Dans l' "après-Saddam " il y a encore Saddam

Le renversement d’un régime n’a jamais permis d’en faire table rase. Comme on le constate déjà avec le recyclage des forces de police, d’une dépravation notoire, l’Irak ne fera pas exception. Mais l’héritage de l’ère précédente ne manquera pourtant pas de surprendre – et même d’indigner – tous ceux qui ont communié dans l’anathème de Saddam Hussein. Et ils sont nombreux. En effet, le cadre moral imposé au débat sur le bien-fondé d’une guerre contre l’Irak obligeait chacun à une dénonciation unanime et convenue de la brutalité du régime. La moindre critique émise à l’encontre de la vision politique des États-Unis était retournée en un cautionnement des pratiques les plus condamnables du tyran. Cet argumentaire culpabilisateur disqualifiait éthiquement les détracteurs de la guerre et structurait le débat, en interdisant de concevoir le régime autrement que d’un point de vue moral.

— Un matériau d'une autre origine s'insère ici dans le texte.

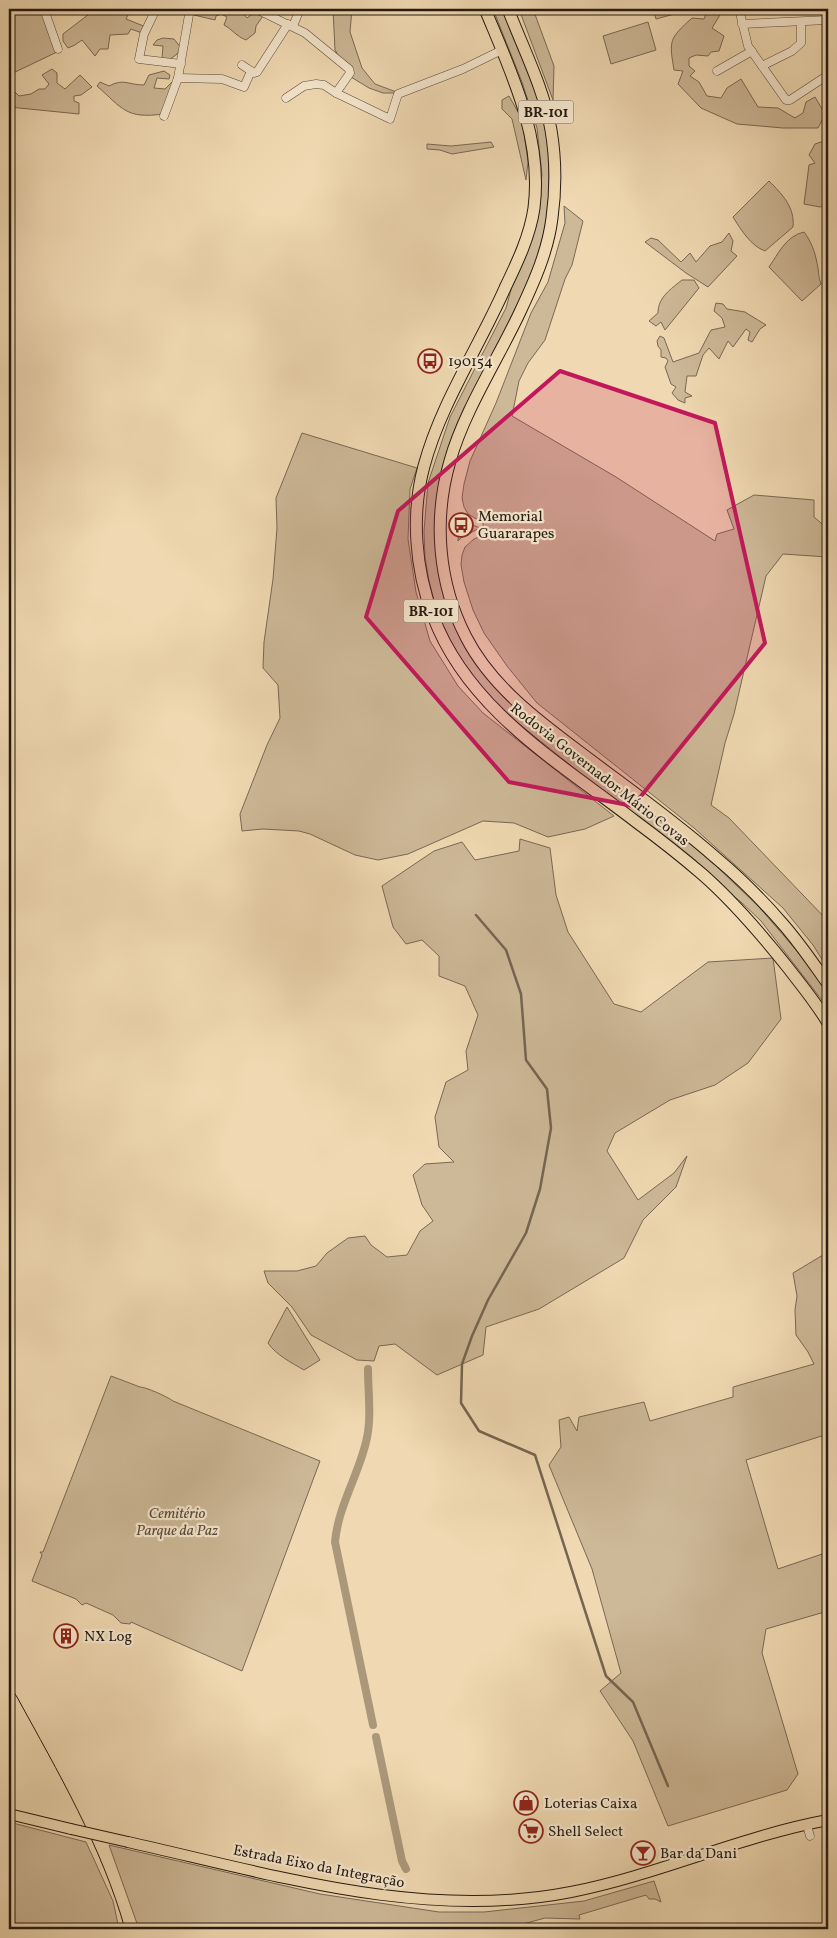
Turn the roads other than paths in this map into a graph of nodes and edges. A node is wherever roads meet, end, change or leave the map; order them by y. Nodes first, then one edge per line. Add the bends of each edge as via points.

D’autres points de vue existent cependant. En Irak, par exemple, la population avait beau être lasse des exactions bien réelles du pouvoir en place, elle s’interrogeait sur l’avenir non pas en des termes généraux, comme celui de ” liberté “, mais de façon pragmatique. Comment le nouveau pouvoir pourrait-il être démocratique ? Comment éviter des conflits interethniques ? Qui assurera la sécurité – notamment, qui protégera le centre-ville de Bagdad contre la population déshéritée des faubourgs ? Combien de temps dureront les pénuries ? Hors d’Irak, au lieu d’engager une discussion technique devant apporter des réponses convaincantes à ces questions, les différentes parties restaient prisonnières d’une vision strictement négative du régime, dont la chute ne pouvait être que souhaitable… puis advienne que pourra.

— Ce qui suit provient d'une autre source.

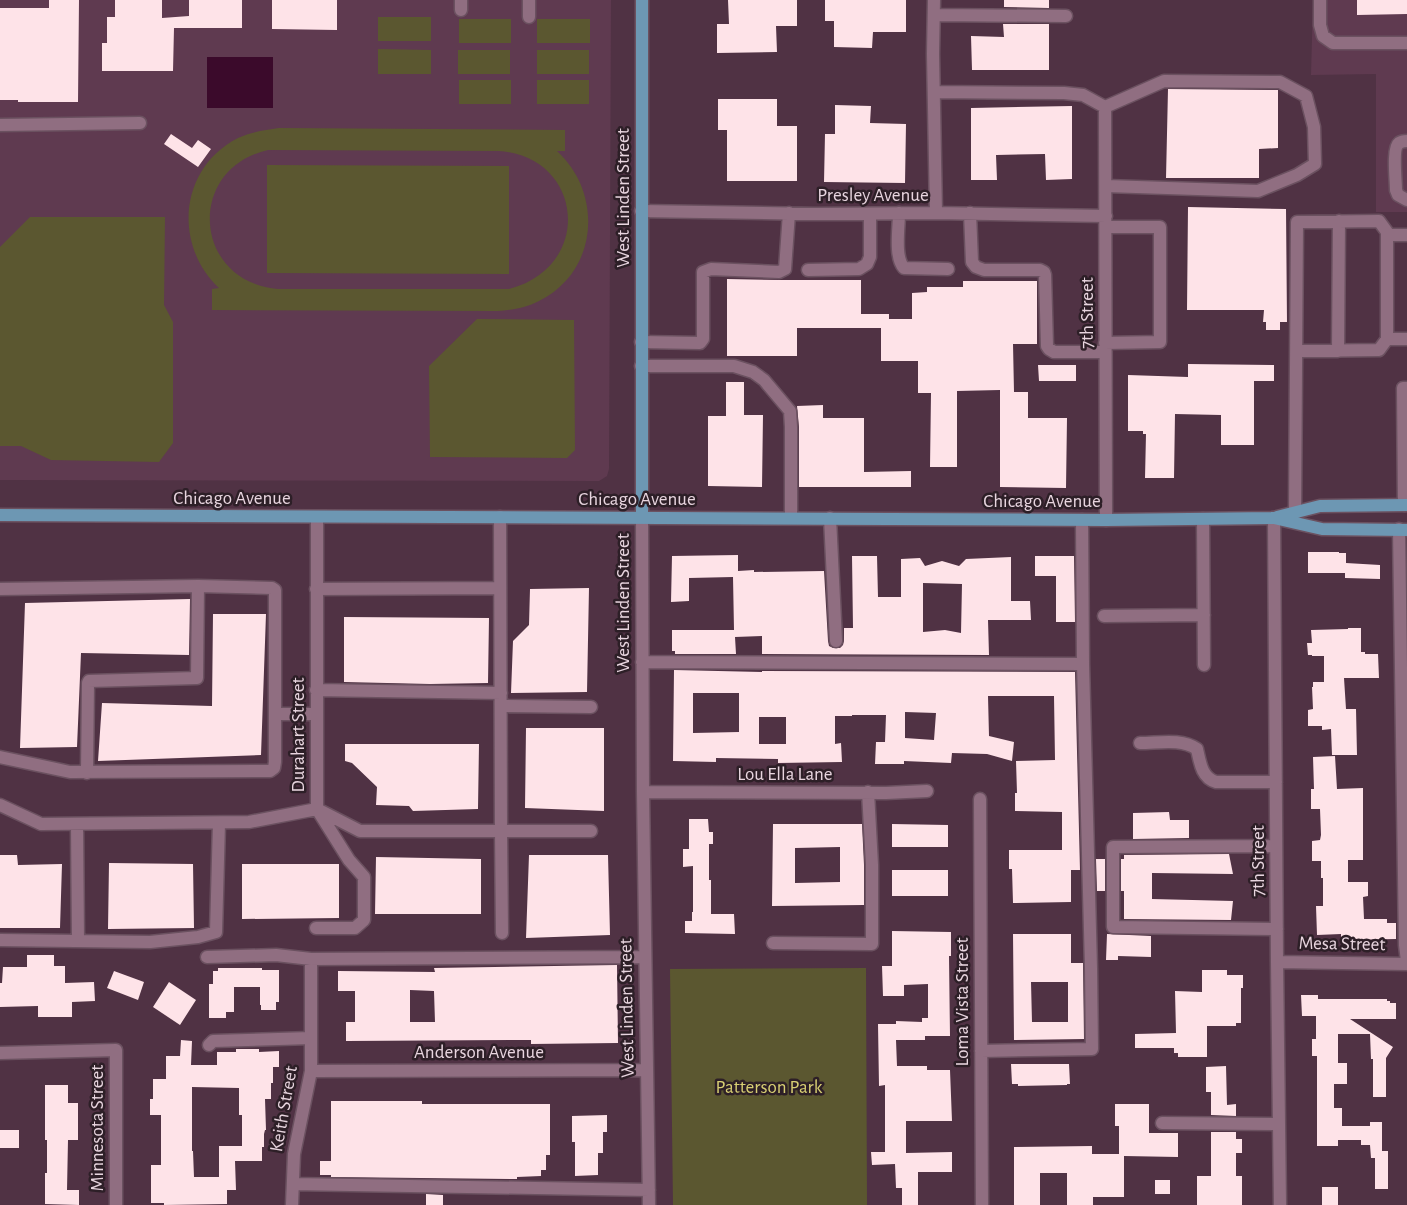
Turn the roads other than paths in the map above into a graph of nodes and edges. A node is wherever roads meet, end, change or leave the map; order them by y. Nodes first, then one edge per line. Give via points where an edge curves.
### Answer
1 (529, 0) edge
2 (642, 0) edge
3 (934, 0) edge
4 (1320, 0) edge
5 (934, 15) junction
6 (1066, 16) dead end
7 (529, 17) dead end
8 (1407, 43) edge
9 (934, 92) junction
10 (1105, 107) junction
11 (140, 123) dead end
12 (0, 125) edge
13 (1407, 141) edge
14 (1106, 186) junction
15 (1407, 200) edge
16 (641, 211) junction
17 (789, 213) junction
18 (899, 213) junction
19 (936, 213) junction
20 (970, 213) junction
21 (870, 214) junction
22 (1106, 221) junction
23 (1339, 221) junction
24 (1407, 235) edge
25 (1387, 236) junction
26 (948, 269) dead end
27 (808, 270) dead end
28 (1387, 339) junction
29 (1407, 339) edge
30 (642, 342) junction
31 (1105, 347) junction
32 (1296, 351) junction
33 (1338, 351) junction
34 (642, 366) junction
35 (1407, 388) edge
36 (1406, 505) edge
37 (1295, 512) junction
38 (0, 515) edge
39 (316, 517) junction
40 (500, 517) junction
41 (642, 517) junction
42 (791, 518) junction
43 (830, 518) junction
44 (1203, 518) junction
45 (1274, 518) junction
46 (1082, 520) junction
47 (1106, 520) junction
48 (1403, 530) edge
49 (198, 586) junction
50 (500, 588) junction
51 (0, 589) edge
52 (316, 589) junction
53 (1404, 607) edge
54 (1204, 614) junction
55 (1104, 616) dead end
56 (836, 641) dead end
57 (642, 662) junction
58 (1083, 664) junction
59 (1204, 665) dead end
60 (316, 690) junction
61 (501, 693) junction
62 (501, 706) junction
63 (591, 707) dead end
64 (275, 714) junction
65 (316, 714) junction
66 (1140, 743) dead end
67 (0, 757) edge
68 (87, 773) junction
69 (1276, 782) junction
70 (927, 791) dead end
71 (643, 792) junction
72 (868, 792) junction
73 (980, 799) dead end
74 (0, 805) edge
75 (317, 809) junction
76 (219, 823) junction
77 (77, 824) junction
78 (501, 831) junction
79 (591, 831) dead end
80 (1276, 846) junction
81 (316, 928) dead end
82 (1277, 929) junction
83 (502, 933) dead end
84 (0, 940) edge
85 (78, 941) junction
86 (773, 943) dead end
87 (207, 957) dead end
88 (645, 957) junction
89 (311, 959) junction
90 (1277, 962) junction
91 (1407, 962) edge
92 (311, 1038) junction
93 (209, 1045) dead end
94 (981, 1051) junction
95 (0, 1053) edge
96 (647, 1070) junction
97 (311, 1071) junction
98 (1162, 1123) dead end
99 (1279, 1124) junction
100 (293, 1184) junction
101 (649, 1190) junction
102 (116, 1205) edge
103 (292, 1205) edge
104 (649, 1205) edge
105 (982, 1205) edge
106 (1280, 1205) edge

1 - 7 street
2 - 16 main road, West Linden Street
3 - 5 street
4 - 8 street via 1323,36 1333,43
5 - 6 street
5 - 9 street
9 - 10 street via 1064,93 1083,95
9 - 19 street
10 - 14 street, 7th Street
10 - 14 street via 1164,81 1280,82 1306,96 1314,127 1315,164 1258,191
11 - 12 street
13 - 15 street via 1398,143 1395,151 1396,190
14 - 22 street, 7th Street
16 - 17 street, Presley Avenue
16 - 30 main road, West Linden Street
17 - 21 street, Presley Avenue
17 - 30 street via 785,269 779,272 711,269 704,272 704,339 700,343
18 - 19 street, Presley Avenue
18 - 21 street, Presley Avenue
18 - 26 street via 898,254 904,268
19 - 20 street, Presley Avenue
20 - 22 street, Presley Avenue
20 - 31 street via 972,262 976,267 984,270 1040,270 1046,274 1049,349 1054,352
21 - 27 street via 870,257 866,264 859,269
22 - 31 street, 7th Street
22 - 31 street, Presley Avenue via 1160,227 1160,342
23 - 25 street via 1379,221
23 - 32 street via 1297,222
23 - 33 street
24 - 25 street
25 - 28 street
28 - 29 street
28 - 33 street via 1379,350
30 - 34 main road, West Linden Street
31 - 47 street, 7th Street
32 - 33 street
32 - 37 street
34 - 41 main road, West Linden Street
34 - 42 street via 734,366 764,380 790,411
35 - 36 street via 1403,388
36 - 37 main road, Chicago Avenue via 1320,506
37 - 45 main road, Chicago Avenue
38 - 39 main road, Chicago Avenue
39 - 40 main road, Chicago Avenue
39 - 52 street, Durahart Street
40 - 41 main road, Chicago Avenue
40 - 50 street
41 - 42 main road, Chicago Avenue
41 - 57 street, West Linden Street
42 - 43 main road, Chicago Avenue
43 - 46 main road, Chicago Avenue
43 - 56 street
44 - 45 main road, Chicago Avenue
44 - 47 main road, Chicago Avenue
44 - 54 street
45 - 48 main road, Chicago Avenue via 1322,529
45 - 69 street, 7th Street
46 - 47 main road, Chicago Avenue
46 - 58 street
48 - 53 street
49 - 51 street
49 - 64 street via 272,588 276,593
49 - 68 street via 197,678 90,681
50 - 52 street
50 - 61 street
52 - 60 street, Durahart Street
53 - 91 street
54 - 55 street
54 - 59 street
57 - 58 street
57 - 71 street, West Linden Street
58 - 94 street via 1092,1049
60 - 61 street
60 - 65 street, Durahart Street
61 - 62 street
62 - 63 street
62 - 78 street
64 - 65 street
64 - 68 street via 275,762 270,770
65 - 75 street, Durahart Street
66 - 69 street via 1190,744 1197,749 1205,775 1216,782
67 - 68 street
69 - 80 street, 7th Street
70 - 72 street, Lou Ella Lane
71 - 72 street, Lou Ella Lane
71 - 88 street, West Linden Street
72 - 86 street via 872,944
73 - 94 street, Loma Vista Street
74 - 77 street, Durahart Street via 41,824
75 - 76 street, Durahart Street via 249,822
75 - 78 street via 360,831
75 - 81 street via 349,860 364,876 364,920 355,928
76 - 77 street, Durahart Street
76 - 85 street via 216,932 150,942
77 - 85 street
78 - 79 street
78 - 83 street
80 - 82 street, 7th Street
80 - 82 street via 1113,847 1113,927
82 - 90 street, 7th Street
84 - 85 street
87 - 89 street via 276,955
88 - 89 street
88 - 96 street, West Linden Street
89 - 92 street, Keith Street
90 - 91 street, Mesa Street
90 - 99 street, 7th Street
92 - 93 street via 213,1041
92 - 97 street, Keith Street
94 - 105 street, Loma Vista Street
95 - 102 street, Minnesota Street via 116,1050
96 - 97 street, Anderson Avenue
96 - 101 street, West Linden Street
97 - 100 street, Keith Street via 294,1154
98 - 99 street
99 - 106 street, 7th Street
100 - 101 street
100 - 103 street, Keith Street
101 - 104 street, West Linden Street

Or, ce régime, aussi brutal et illégitime fût-il, constituait de fait un dispositif sophistiqué de gestion d’une population traversée de tensions. Loin d’être fruste et purement répressif, il répondait, par sa complexité, à la complexité de la réalité sociale à laquelle il était confronté. On peut donc s’inquiéter de ce que la politique des États-Unis soit justement fondée sur la négation de cette complexité, que le régime lui-même n’a jamais cessé de prendre au sérieux. Le scénario de la guerre était des plus rudimentaires : les héros américains, au prix de quelques balafres, abattent dans son repaire le vilain digne d’un film de James Bond, les opprimés en liesse célèbrent leurs libérateurs… et la vie devient meilleure, tout simplement. Grande perdante d’un scénario sommaire et insuffisant, cette complexité de la réalité irakienne semble prête à prendre sa revanche sur l’Administration de George W. Bush, qui n’a aucune arme à lui opposer.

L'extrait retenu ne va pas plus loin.